Trillun October 1, 2023
This was a very quick and easy recipe with a great results on my first try. Happy guests and a satisfied cook!
Bi B. April 17, 2022
the recipe you wrote is really good, i will definitely try it once in my house,
aicilaofthesea February 3, 2022
very good. I eyeballed the measurements and made a substitution or two– notably brown sugar for cane sugar which I think turned out perfectly!
Renee M. November 7, 2017
judy February 23, 2016
I first saw/heard about clafoutis on Iron Chef when Cat Cora made it. I was so intrigued that I went looking for a recipe. It was amazingly easy and delicious. I have since made it with a variety of stone fruits and berries as well. I even made it with buttermilk once as I wanted to use some up. I like to dress it up with spice that complements whatever fruit or type of meal that I have. Excellent recipe.
Emily N. August 13, 2015
I made this last night with the sorriest looking cherries hiding out in the back of my fridge.
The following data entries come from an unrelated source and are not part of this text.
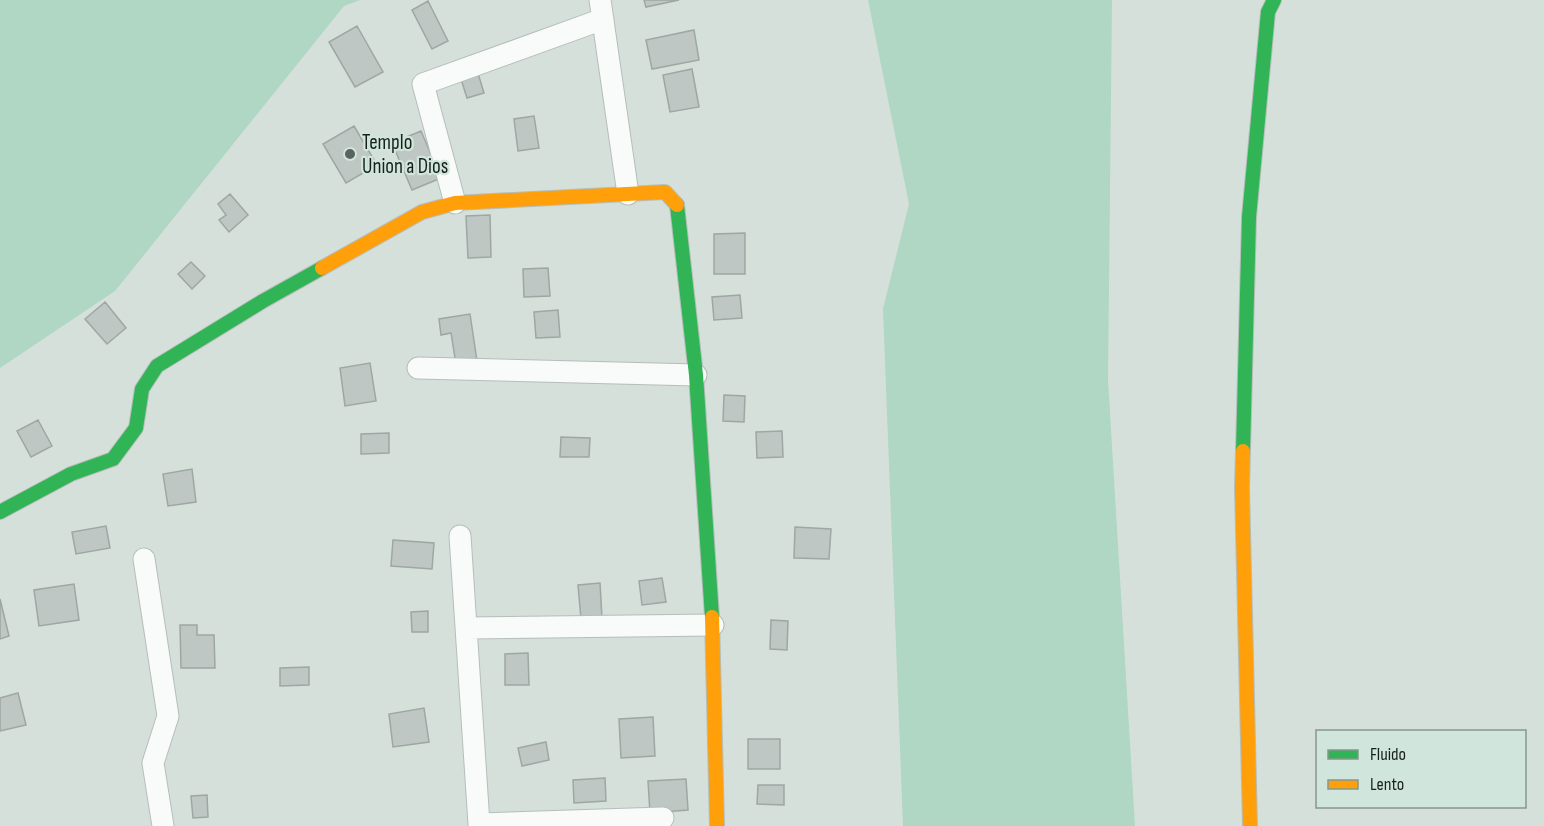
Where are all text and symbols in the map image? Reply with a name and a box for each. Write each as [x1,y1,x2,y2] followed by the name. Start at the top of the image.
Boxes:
[362,130,448,179] place label: Templo Union a Dios
[343,147,357,161] marker: Templo Union a Dios
[1316,730,1526,808] legend
[1370,744,1406,765] text: Fluido
[1370,774,1404,795] text: Lento

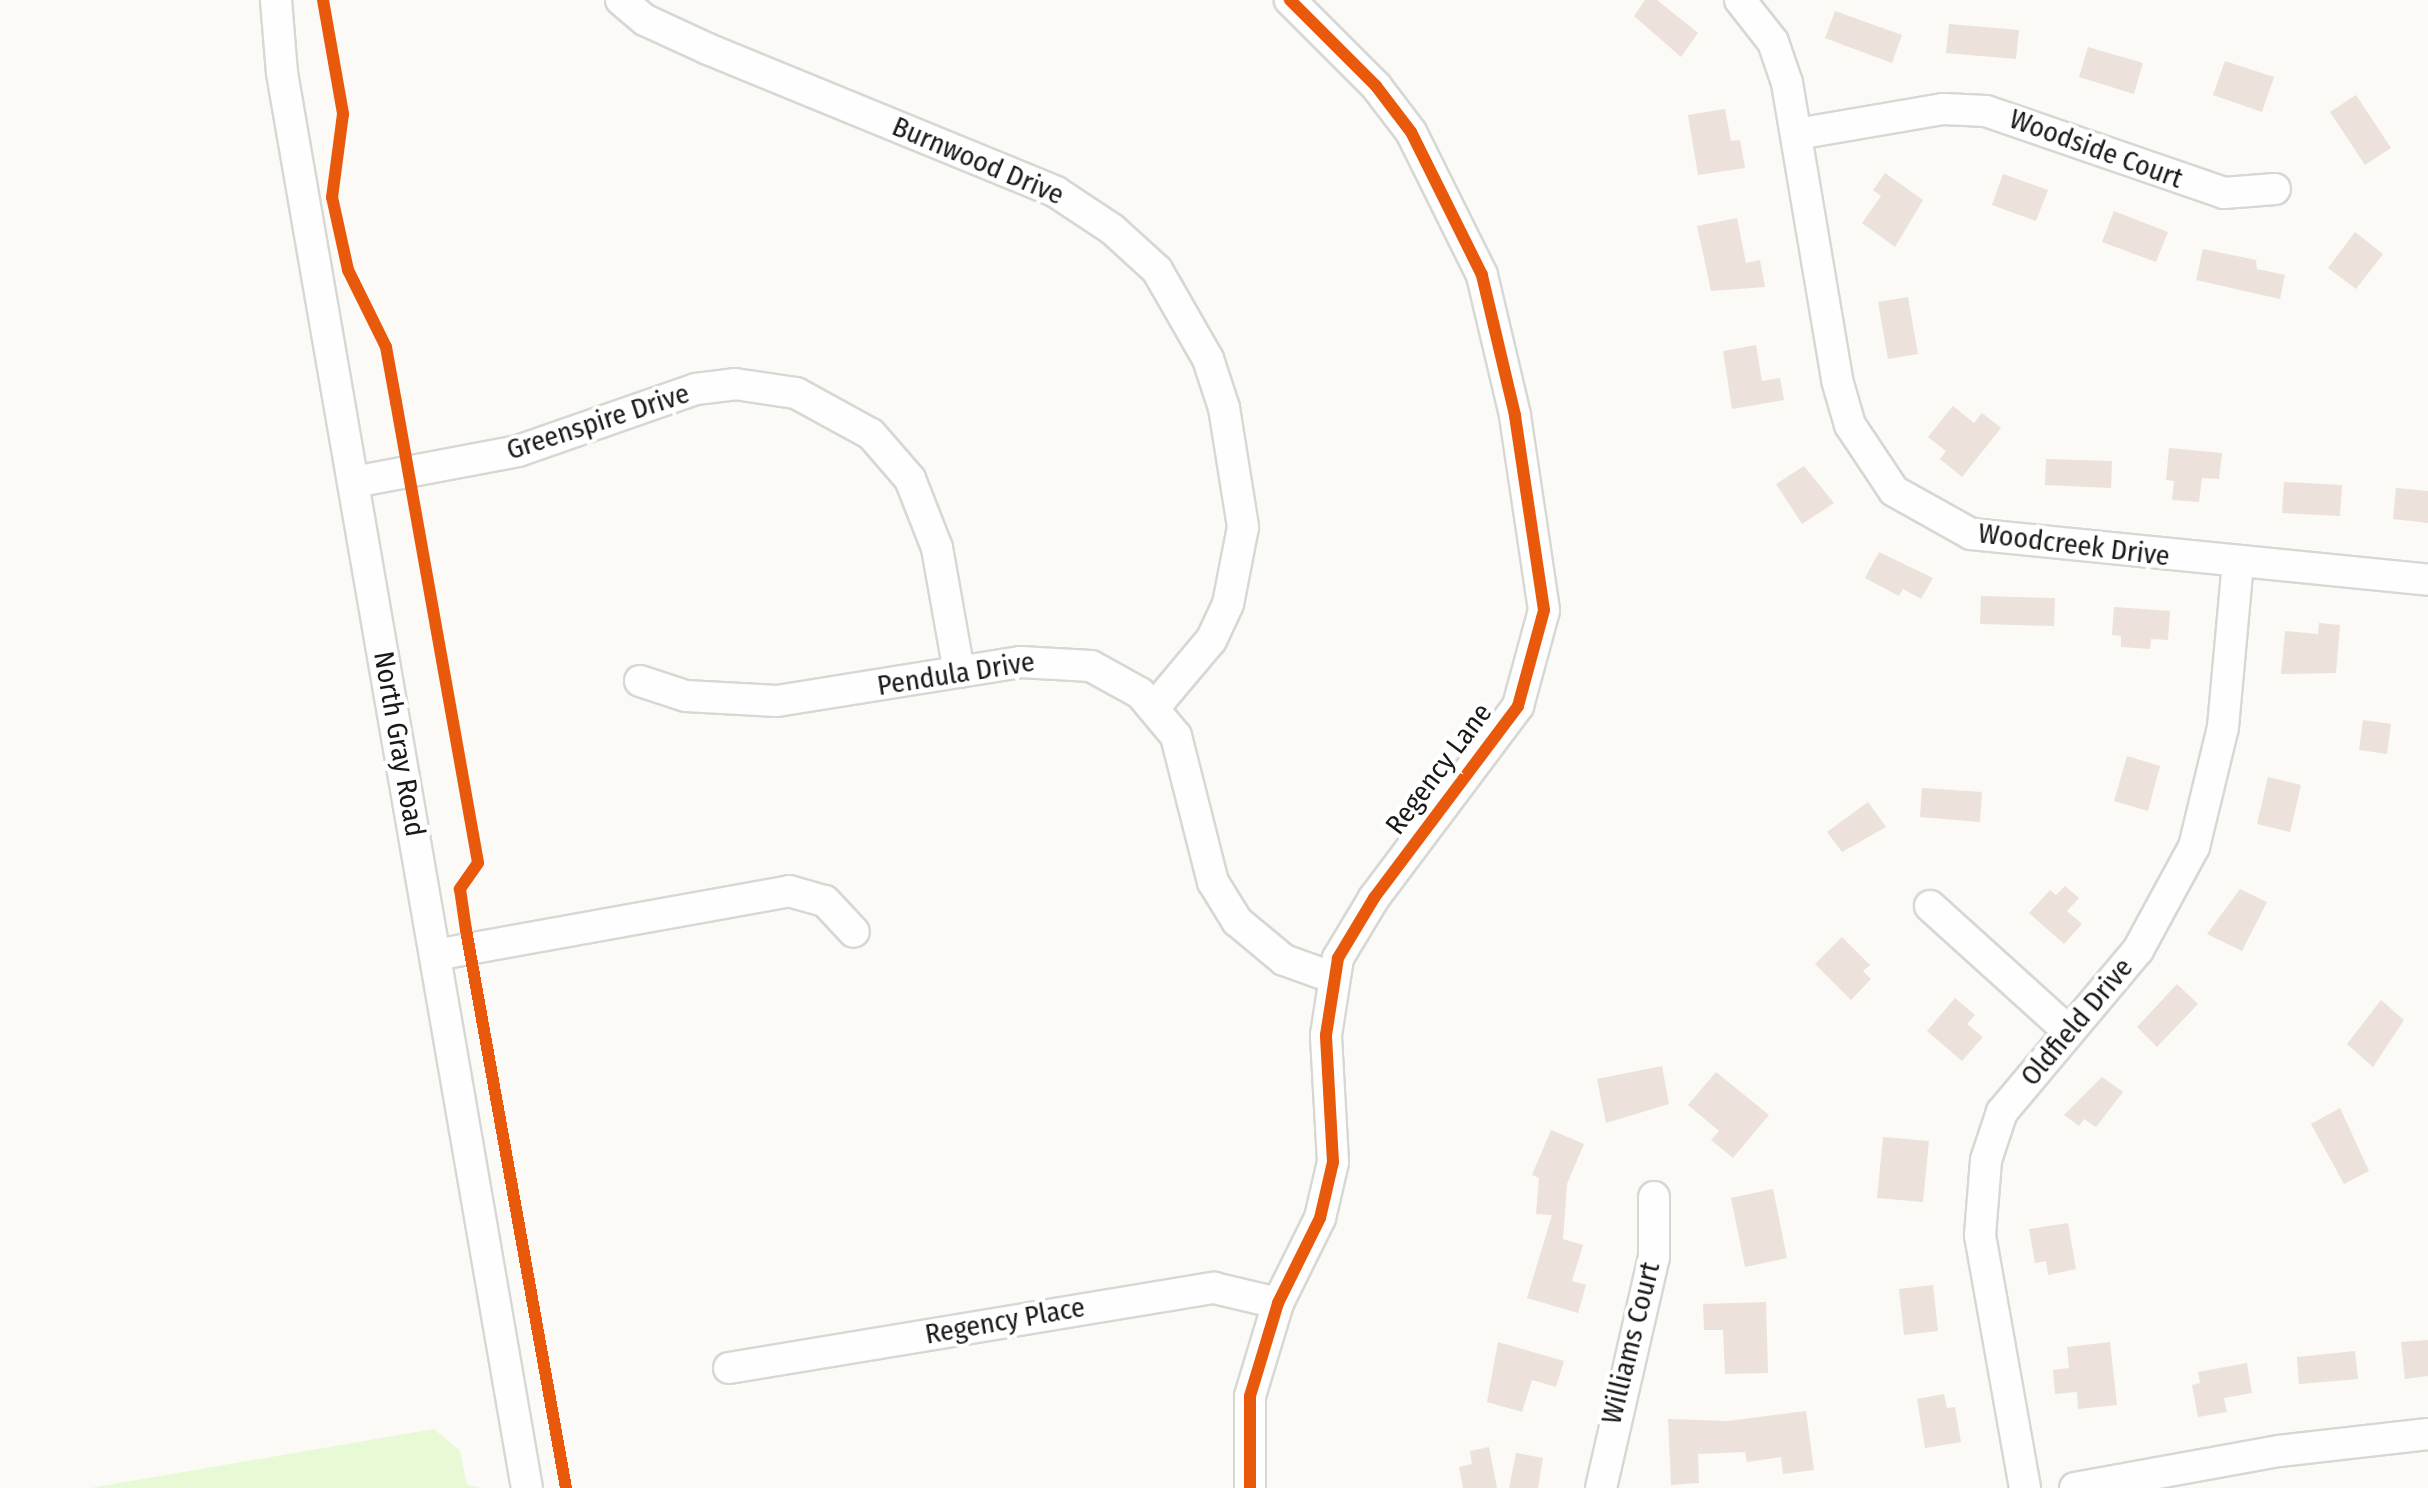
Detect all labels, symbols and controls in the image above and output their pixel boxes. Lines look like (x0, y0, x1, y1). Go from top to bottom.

It was divine! Thank you for sharing.
CandiceHope June 29, 2015
There was a version of cherry clafoutis in Cook's Country magazine and I did a combination of their recipe and mostly this one. Roasted the halved cherries in the oven first then stirred juice of half a lemon over them (my cherries were on the verge of going bad, so not very tart at all) added 1/4 tsp cinnamon and 1 tsp vanilla. It's pretty awesome!
Marsha G. July 21, 2014
Pluses: Easy, fast, and pretty.
Minuses: Insubstantial and bland.
windysiprits July 15, 2014
I have to say that this was a very yummy clafoutis. I followed the instructions to the letter with the exception of pitting the cherries (because I am a lazy baker) and this was very yummy. The cherries were just right and the clafoutis was perfect. Thanks for a great recipe.
judy November 27, 2019
the pits add another detention of flavor, even if one has to be careful not to break a tooth. Old French recipe that I have does not pit them before baking.
The M. June 26, 2013
The cherries are a day away from pickable! I'm preparing!
phyllis S. September 9, 2012
Also, never seen a recipe for clafoutis with baking powder.
phyllis S. September 9, 2012
I don't agree with how this looks. Usually a clafoutis puffs up a lot more. This looks flat and thin. Maybe the wrong cooking vessel was used. Even the dusting of what I assume is powdered sugar looks more like raw wheatena.
Pastryology June 27, 2012
So much baking powder? I use a tablespoon of cornstarch instead and get a nice, custardy claf. Topping with almond slivers is indeed a great idea, as is tossing in a slug of Cointreau or Gran Marnier.
brandonnyc September 10, 2011
I recently had to cut all grains from my diet, so as an experiment I substituted almond flour for wheat flour. The result was delicious, but I've started adding 1/4 tsp. almond extract to the batter and sprinkling almond slivers on top. The texture is perfect, and the almond flavor goes beautifully with cherries, but also figs, plums, berries and pears!
kiki-bee October 26, 2011
Thanks for the idea of using almond meal! I had thought of trying rice flour - my oldest daughter and I are gluten-free, but I usually eat no grains at all, so almond meal is an even better idea. Also, the low amount of sugar is reasonable for the occasional paleo treat. We have fresh yellow fall raspberries in the garden right now... might just have to make this for dessert tonight!
Paulie May 22, 2010
I surprised you 'omitted' the vanilla.